WORK TO BE COMPLETED:
Say only how many lines in the entries below contain the word "dead".
*** DATA TO EXAMINE
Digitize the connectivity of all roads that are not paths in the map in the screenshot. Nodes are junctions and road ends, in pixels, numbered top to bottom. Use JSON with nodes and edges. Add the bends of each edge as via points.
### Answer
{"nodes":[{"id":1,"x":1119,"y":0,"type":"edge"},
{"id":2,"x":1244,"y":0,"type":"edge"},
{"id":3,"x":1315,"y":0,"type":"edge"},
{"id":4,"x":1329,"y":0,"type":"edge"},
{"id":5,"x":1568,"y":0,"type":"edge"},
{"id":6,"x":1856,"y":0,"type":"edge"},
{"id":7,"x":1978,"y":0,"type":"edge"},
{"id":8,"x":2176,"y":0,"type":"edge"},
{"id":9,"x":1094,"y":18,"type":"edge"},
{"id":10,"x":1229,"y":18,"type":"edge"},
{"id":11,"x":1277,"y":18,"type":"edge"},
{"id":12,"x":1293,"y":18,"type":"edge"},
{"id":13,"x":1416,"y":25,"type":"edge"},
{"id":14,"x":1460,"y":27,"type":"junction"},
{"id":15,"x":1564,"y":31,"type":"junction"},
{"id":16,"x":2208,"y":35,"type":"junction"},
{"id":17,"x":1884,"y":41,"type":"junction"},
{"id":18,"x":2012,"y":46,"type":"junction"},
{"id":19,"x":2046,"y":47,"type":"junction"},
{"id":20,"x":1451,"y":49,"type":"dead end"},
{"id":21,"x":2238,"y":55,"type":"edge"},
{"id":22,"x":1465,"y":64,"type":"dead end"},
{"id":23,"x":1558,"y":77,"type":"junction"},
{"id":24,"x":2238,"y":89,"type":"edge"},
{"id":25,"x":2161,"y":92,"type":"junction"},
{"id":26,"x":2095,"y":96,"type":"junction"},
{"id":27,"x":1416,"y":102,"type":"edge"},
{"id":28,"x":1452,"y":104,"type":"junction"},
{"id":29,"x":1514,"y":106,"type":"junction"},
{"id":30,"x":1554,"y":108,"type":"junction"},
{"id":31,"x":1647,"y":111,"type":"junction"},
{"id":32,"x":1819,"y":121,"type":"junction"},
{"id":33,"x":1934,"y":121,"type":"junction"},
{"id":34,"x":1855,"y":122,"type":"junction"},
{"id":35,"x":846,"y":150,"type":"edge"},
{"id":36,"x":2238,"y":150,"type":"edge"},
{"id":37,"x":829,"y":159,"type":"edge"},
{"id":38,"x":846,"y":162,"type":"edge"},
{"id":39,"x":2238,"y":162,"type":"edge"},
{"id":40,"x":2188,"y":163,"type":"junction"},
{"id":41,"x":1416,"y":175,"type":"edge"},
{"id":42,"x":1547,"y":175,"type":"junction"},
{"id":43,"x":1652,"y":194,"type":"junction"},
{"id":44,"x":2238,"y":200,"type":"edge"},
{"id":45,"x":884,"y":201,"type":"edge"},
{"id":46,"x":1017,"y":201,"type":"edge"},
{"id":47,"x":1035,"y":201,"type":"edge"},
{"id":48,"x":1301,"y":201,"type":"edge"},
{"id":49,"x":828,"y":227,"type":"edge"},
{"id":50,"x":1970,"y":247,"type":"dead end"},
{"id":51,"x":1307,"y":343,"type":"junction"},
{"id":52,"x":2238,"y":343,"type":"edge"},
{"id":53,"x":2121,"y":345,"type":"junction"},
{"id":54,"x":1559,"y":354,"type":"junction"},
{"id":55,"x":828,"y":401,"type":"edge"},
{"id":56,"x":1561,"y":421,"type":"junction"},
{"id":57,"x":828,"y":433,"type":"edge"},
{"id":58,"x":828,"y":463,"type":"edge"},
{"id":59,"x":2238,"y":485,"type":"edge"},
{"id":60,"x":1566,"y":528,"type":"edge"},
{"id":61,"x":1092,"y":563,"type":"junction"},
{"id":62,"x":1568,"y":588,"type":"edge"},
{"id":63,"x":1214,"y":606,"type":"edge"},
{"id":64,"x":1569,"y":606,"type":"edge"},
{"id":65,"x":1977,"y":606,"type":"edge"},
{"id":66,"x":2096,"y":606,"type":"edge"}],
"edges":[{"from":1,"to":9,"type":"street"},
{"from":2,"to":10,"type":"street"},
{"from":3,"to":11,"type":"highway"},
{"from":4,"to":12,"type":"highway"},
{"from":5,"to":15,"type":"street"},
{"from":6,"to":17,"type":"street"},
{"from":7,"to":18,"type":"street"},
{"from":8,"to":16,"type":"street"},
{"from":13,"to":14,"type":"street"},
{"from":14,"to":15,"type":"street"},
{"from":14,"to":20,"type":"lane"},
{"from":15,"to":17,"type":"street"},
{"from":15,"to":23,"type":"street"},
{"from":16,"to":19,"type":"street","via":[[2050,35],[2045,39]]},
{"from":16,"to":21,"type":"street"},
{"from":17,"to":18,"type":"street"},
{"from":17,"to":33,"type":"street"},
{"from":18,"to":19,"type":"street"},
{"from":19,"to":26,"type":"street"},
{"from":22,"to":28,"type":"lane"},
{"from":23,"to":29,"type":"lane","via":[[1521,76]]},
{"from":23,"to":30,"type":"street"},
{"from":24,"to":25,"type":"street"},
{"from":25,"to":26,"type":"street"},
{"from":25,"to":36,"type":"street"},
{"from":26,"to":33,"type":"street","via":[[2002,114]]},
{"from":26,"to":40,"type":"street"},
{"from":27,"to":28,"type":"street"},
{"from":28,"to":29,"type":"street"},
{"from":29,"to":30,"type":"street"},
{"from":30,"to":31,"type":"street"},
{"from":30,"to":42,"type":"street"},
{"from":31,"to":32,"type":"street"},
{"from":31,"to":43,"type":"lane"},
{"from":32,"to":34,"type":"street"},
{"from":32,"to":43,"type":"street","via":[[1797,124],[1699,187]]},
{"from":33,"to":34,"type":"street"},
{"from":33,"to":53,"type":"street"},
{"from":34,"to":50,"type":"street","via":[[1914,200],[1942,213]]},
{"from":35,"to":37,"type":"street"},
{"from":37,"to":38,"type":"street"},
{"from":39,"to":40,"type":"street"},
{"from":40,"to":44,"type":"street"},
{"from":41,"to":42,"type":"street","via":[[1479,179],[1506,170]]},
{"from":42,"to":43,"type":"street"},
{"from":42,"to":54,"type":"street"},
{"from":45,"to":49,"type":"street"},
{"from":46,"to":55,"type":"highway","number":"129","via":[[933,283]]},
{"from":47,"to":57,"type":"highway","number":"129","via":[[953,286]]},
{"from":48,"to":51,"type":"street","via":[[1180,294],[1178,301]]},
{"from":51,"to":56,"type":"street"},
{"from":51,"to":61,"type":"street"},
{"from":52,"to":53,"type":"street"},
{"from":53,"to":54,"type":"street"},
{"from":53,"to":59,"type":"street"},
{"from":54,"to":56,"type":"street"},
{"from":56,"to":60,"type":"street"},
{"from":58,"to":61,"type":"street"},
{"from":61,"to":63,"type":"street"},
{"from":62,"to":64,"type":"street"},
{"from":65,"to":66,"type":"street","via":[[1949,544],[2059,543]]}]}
******
*** DATA TO EXAMINE
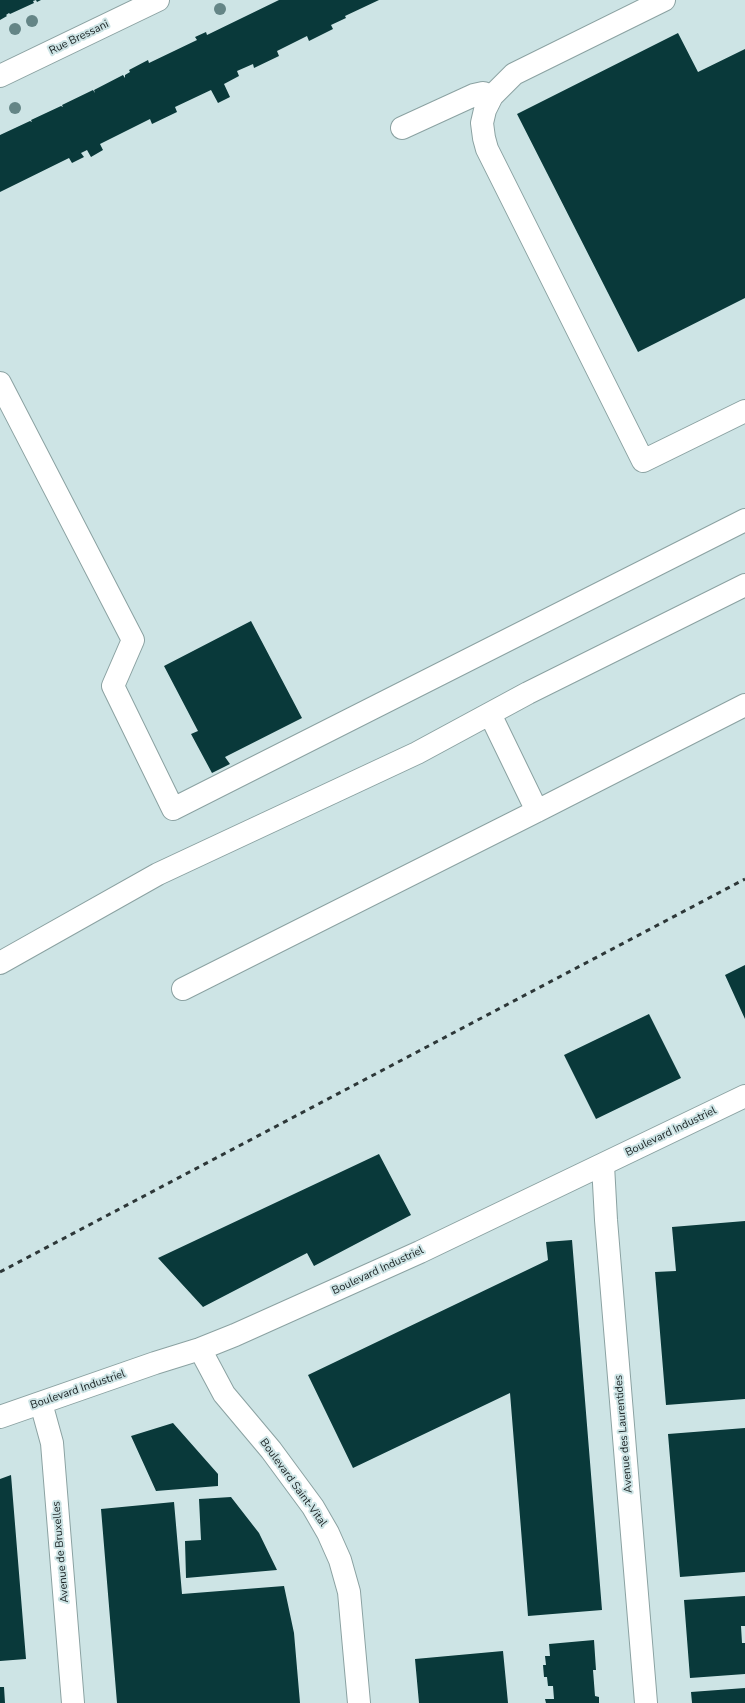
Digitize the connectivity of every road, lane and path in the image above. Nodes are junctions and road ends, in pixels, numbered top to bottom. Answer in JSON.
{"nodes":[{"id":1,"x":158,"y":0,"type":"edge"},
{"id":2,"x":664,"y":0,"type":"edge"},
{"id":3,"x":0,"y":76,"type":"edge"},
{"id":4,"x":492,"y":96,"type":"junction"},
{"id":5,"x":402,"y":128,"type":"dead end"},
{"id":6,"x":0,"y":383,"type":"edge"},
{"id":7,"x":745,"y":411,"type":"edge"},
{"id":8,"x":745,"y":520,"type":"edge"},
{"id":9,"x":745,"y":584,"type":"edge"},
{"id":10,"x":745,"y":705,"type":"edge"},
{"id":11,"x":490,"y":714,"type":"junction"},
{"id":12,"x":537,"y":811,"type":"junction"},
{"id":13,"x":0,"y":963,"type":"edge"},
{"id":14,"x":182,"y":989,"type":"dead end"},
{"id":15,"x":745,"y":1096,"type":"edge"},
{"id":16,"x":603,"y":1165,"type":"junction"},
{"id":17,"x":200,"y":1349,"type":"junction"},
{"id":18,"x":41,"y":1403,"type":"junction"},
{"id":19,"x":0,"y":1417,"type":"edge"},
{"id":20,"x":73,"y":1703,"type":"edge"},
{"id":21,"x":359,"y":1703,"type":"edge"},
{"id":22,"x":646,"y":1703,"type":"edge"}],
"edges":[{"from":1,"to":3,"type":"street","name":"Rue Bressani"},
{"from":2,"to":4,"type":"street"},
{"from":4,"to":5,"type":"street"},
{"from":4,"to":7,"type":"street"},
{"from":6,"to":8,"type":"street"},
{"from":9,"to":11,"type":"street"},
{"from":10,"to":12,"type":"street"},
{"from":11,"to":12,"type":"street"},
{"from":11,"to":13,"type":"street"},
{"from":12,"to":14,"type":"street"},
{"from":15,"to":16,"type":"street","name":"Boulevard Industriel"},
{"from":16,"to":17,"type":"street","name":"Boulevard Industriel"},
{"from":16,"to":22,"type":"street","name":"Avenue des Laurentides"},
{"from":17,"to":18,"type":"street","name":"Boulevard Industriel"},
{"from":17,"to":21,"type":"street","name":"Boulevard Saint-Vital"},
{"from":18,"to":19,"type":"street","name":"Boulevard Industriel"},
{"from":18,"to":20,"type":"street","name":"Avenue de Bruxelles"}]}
******
WORKED SOLUTION:
5